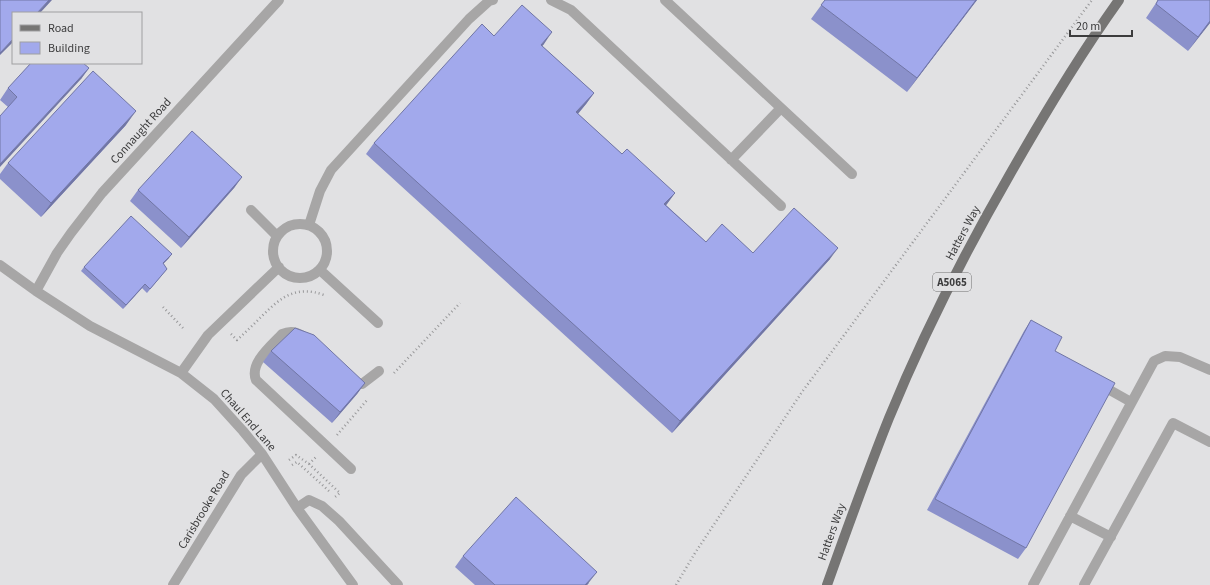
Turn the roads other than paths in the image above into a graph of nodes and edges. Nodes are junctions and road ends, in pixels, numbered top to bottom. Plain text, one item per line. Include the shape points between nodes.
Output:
1 (279, 0) edge
2 (493, 0) edge
3 (551, 0) edge
4 (665, 0) edge
5 (1119, 0) edge
6 (781, 108) junction
7 (731, 160) junction
8 (852, 174) dead end
9 (781, 206) dead end
10 (251, 210) dead end
11 (309, 224) junction
12 (277, 236) junction
13 (0, 265) edge
14 (279, 267) junction
15 (320, 270) junction
16 (36, 291) junction
17 (378, 323) dead end
18 (308, 341) edge
19 (1210, 370) edge
20 (379, 371) dead end
21 (181, 373) junction
22 (342, 374) edge
23 (1090, 379) edge
24 (1131, 402) junction
25 (1210, 442) edge
26 (262, 454) junction
27 (351, 469) dead end
28 (297, 508) junction
29 (1070, 516) junction
30 (1111, 537) junction
31 (173, 585) edge
32 (353, 585) edge
33 (398, 585) edge
34 (827, 585) edge
35 (1033, 585) edge
36 (1084, 585) edge

1 - 16 street, Connaught Road via 102,193 70,233
2 - 11 street via 469,19 331,170 320,191
3 - 7 street via 571,10
4 - 6 street
5 - 34 main road, Hatters Way / A5065 via 1037,126 984,219 934,318 890,417
6 - 7 street
6 - 8 street
7 - 9 street
10 - 12 street
11 - 12 street via 291,225
11 - 15 street via 320,232 327,244 328,253
12 - 14 street via 273,252
13 - 16 street, Chaul End Lane
14 - 15 street via 294,277 304,278
14 - 21 street via 208,335
15 - 17 street
16 - 21 street, Chaul End Lane via 90,326
18 - 27 street via 292,331 282,334 258,361 254,375 256,380
19 - 24 street via 1180,357 1165,356 1154,361
20 - 22 street via 362,384 354,383
21 - 26 street, Chaul End Lane via 214,399
23 - 24 street
24 - 29 street
25 - 30 street via 1173,423
26 - 28 street, Chaul End Lane
26 - 31 street, Carisbrooke Road via 240,475
28 - 32 street, Chaul End Lane
28 - 33 street via 309,500 322,506
29 - 30 street
29 - 35 street
30 - 36 street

__________________________________________________

■ What to do:
Could you restate every record above word for word, dropping the pictures?

■ Output:
Turn the roads other than paths in the image above into a graph of nodes and edges. Nodes are junctions and road ends, in pixels, numbered top to bottom. Plain text, one item per line. Include the shape points between nodes.
Output:
1 (279, 0) edge
2 (493, 0) edge
3 (551, 0) edge
4 (665, 0) edge
5 (1119, 0) edge
6 (781, 108) junction
7 (731, 160) junction
8 (852, 174) dead end
9 (781, 206) dead end
10 (251, 210) dead end
11 (309, 224) junction
12 (277, 236) junction
13 (0, 265) edge
14 (279, 267) junction
15 (320, 270) junction
16 (36, 291) junction
17 (378, 323) dead end
18 (308, 341) edge
19 (1210, 370) edge
20 (379, 371) dead end
21 (181, 373) junction
22 (342, 374) edge
23 (1090, 379) edge
24 (1131, 402) junction
25 (1210, 442) edge
26 (262, 454) junction
27 (351, 469) dead end
28 (297, 508) junction
29 (1070, 516) junction
30 (1111, 537) junction
31 (173, 585) edge
32 (353, 585) edge
33 (398, 585) edge
34 (827, 585) edge
35 (1033, 585) edge
36 (1084, 585) edge

1 - 16 street, Connaught Road via 102,193 70,233
2 - 11 street via 469,19 331,170 320,191
3 - 7 street via 571,10
4 - 6 street
5 - 34 main road, Hatters Way / A5065 via 1037,126 984,219 934,318 890,417
6 - 7 street
6 - 8 street
7 - 9 street
10 - 12 street
11 - 12 street via 291,225
11 - 15 street via 320,232 327,244 328,253
12 - 14 street via 273,252
13 - 16 street, Chaul End Lane
14 - 15 street via 294,277 304,278
14 - 21 street via 208,335
15 - 17 street
16 - 21 street, Chaul End Lane via 90,326
18 - 27 street via 292,331 282,334 258,361 254,375 256,380
19 - 24 street via 1180,357 1165,356 1154,361
20 - 22 street via 362,384 354,383
21 - 26 street, Chaul End Lane via 214,399
23 - 24 street
24 - 29 street
25 - 30 street via 1173,423
26 - 28 street, Chaul End Lane
26 - 31 street, Carisbrooke Road via 240,475
28 - 32 street, Chaul End Lane
28 - 33 street via 309,500 322,506
29 - 30 street
29 - 35 street
30 - 36 street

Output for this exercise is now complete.